All analyses were adjusted for educational level; an a priori decision had been made to adjust for it as a surrogate for socio-economic status (SES). Creation of consistent educational levels across the 13 countries is described elsewhere.[26] In practice, this adjustment had little impact on OR estimates, changing their values by ≤2% in most instances and in all cases by <5%. Using a 10% change-in-estimate criterion for confounding,[28] no other covariate among those collected (see list above) was included in the main analyses. The interval between the start date of interviews in the study centre and the date of each subject's interview was modelled by fitting the interaction of this interval with study centre.

A common protocol was applied to impute missing data for cases and controls.[26] The study questionnaire allowed ranges to be given instead of exact answers to a number of questions, including number and duration of calls and dates of start and end of mobile phone use; in such instances, the main analyses in this article were based on the mid-point of the reported range.
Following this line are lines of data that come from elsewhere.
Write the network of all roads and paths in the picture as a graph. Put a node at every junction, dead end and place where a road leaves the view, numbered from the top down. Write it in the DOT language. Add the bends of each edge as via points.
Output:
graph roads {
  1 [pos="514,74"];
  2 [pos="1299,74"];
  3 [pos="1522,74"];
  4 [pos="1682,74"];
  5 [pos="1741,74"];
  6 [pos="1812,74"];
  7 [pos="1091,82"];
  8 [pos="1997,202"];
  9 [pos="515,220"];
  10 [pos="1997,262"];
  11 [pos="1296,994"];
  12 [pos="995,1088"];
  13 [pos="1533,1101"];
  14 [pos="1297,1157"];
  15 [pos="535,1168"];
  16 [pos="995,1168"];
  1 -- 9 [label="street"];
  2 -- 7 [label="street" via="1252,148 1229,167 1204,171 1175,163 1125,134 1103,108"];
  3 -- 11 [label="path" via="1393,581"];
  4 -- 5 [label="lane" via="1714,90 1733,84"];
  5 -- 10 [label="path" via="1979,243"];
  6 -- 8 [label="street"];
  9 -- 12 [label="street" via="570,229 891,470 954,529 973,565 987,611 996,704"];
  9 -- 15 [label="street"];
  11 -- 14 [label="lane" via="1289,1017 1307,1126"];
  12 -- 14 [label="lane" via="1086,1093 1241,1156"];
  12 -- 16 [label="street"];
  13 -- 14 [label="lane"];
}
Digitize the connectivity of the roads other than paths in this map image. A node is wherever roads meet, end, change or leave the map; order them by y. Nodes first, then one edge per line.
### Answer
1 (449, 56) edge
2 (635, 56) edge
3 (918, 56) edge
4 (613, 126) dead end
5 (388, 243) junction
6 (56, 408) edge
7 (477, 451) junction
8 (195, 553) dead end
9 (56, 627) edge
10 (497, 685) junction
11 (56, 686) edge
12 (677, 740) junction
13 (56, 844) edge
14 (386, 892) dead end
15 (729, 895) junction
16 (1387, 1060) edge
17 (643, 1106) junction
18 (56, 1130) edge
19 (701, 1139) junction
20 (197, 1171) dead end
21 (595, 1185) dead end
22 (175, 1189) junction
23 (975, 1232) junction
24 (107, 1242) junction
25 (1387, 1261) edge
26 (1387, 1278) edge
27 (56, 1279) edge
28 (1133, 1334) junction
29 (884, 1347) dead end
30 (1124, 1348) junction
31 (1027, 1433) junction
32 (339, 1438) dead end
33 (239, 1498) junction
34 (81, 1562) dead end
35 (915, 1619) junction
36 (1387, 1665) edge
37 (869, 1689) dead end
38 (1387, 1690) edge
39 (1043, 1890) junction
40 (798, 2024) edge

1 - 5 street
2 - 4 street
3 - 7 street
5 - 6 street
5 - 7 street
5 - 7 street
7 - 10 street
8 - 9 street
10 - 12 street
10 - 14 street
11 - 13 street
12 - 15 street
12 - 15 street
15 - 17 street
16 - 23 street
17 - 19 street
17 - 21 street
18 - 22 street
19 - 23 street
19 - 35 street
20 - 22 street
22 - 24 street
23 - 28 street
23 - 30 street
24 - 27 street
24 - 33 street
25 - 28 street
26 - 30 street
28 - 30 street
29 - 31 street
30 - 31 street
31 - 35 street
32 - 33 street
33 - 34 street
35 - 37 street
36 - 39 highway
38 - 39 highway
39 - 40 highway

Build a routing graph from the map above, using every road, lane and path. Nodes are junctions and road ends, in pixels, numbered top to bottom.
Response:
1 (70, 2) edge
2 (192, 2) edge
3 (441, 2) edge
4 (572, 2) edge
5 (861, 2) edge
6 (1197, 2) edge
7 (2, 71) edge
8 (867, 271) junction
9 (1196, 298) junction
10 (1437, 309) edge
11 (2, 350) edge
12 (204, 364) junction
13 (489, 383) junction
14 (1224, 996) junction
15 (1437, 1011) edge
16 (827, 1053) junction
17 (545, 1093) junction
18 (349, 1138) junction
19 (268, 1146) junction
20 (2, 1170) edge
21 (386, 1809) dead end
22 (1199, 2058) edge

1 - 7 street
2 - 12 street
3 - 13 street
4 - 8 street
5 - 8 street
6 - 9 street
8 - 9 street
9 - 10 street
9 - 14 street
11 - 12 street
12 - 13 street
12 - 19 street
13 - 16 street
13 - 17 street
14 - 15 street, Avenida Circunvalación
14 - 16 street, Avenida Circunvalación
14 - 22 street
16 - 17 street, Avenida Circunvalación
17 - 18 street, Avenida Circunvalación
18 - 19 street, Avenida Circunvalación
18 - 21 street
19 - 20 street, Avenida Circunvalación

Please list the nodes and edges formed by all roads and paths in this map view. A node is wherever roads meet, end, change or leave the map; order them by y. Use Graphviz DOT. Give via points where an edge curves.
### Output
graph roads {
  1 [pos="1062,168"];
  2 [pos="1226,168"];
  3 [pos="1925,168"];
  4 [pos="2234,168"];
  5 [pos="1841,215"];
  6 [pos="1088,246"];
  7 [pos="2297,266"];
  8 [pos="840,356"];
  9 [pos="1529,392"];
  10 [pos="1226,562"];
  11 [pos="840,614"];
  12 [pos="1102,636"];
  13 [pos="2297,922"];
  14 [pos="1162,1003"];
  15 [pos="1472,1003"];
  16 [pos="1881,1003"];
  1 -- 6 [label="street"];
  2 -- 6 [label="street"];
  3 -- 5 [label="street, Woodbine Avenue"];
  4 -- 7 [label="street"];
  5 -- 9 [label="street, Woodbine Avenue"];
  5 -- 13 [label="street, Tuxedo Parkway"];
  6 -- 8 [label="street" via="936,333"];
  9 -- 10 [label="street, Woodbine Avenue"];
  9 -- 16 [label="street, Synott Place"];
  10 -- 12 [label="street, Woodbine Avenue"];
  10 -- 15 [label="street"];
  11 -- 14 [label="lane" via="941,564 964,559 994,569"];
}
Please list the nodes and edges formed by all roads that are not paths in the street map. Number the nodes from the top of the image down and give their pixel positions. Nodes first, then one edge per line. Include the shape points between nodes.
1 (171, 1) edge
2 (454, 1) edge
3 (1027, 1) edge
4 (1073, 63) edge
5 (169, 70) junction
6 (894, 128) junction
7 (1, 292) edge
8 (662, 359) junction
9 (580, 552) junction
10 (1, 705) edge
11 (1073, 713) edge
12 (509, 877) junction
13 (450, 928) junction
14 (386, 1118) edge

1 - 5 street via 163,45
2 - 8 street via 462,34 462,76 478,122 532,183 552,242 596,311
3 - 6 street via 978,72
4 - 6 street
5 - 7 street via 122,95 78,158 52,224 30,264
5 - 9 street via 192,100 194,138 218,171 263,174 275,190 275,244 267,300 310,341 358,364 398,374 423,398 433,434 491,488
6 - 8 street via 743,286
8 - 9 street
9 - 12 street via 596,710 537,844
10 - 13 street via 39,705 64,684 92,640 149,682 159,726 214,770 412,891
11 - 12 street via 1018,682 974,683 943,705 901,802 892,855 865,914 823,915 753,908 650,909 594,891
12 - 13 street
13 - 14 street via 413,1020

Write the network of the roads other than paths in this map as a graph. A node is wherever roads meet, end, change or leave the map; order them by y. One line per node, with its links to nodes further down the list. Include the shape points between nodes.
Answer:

Because absorption of RF energy from mobile phones is highly localized,[29] three different types of analyses were conducted to account for tumour location. First, analyses were conducted by the anatomical lobe of the brain in which the tumour occurred. Secondly, separate analyses were conducted for the subjects who reported using the mobile phone mainly on one or the other side of the head, and the preferred side was compared with the side on which the tumour occurred. For this, each control was assigned the location of the tumour of his or her matched case. Exposure was considered to be ipsilateral if the phone was used predominantly on the same side as the tumour or on both sides of the head, and contralateral if used mainly on the side of the head opposite to the tumour. Laterality was not assigned if the tumour was reported to be centrally located (i.e. it crossed the midline of the brain); these cases were excluded from laterality analyses. Thirdly, case–case analyses were carried out on the concordance between tumour side and laterality of phone use using the method proposed by Inskip and collaborators.[18]

Sensitivity Analyses

To complement these primary analyses, we undertook sensitivity analyses to try to determine whether any of the following might have biased the results: (i) any study centre; (ii) required mention of mobile phones in the introductory letter to subjects in some centres; (iii) centres with a hospital-based design or particularly low participation rates; (iv) respondents whose interviews were considered by the interviewer to be of poor quality; (v) subjects for whom proxies provided the responses or a telephone interview was given; (vi) interviewers who had little experience or who had unbalanced case to control workloads; (vii) difference between the interview dates of cases and their matched controls (on average, each control was interviewed 3 months later than its matched case[26] and mobile phone use was increasing rapidly during the study period); (viii) subject's choice between two ways of responding to call time questions (time per day, week or month, or time per call); (ix) subjects who reported implausibly high amounts of mobile phone use (by excluding them or by retaining them and truncating their use at a specific lower value when they reported a higher one); (x) method of calculating accumulated call time; (xi) use of matching and conditional analysis; (xii) the choice of a particular imputation algorithm; and (xiii) adjustment for possible confounders.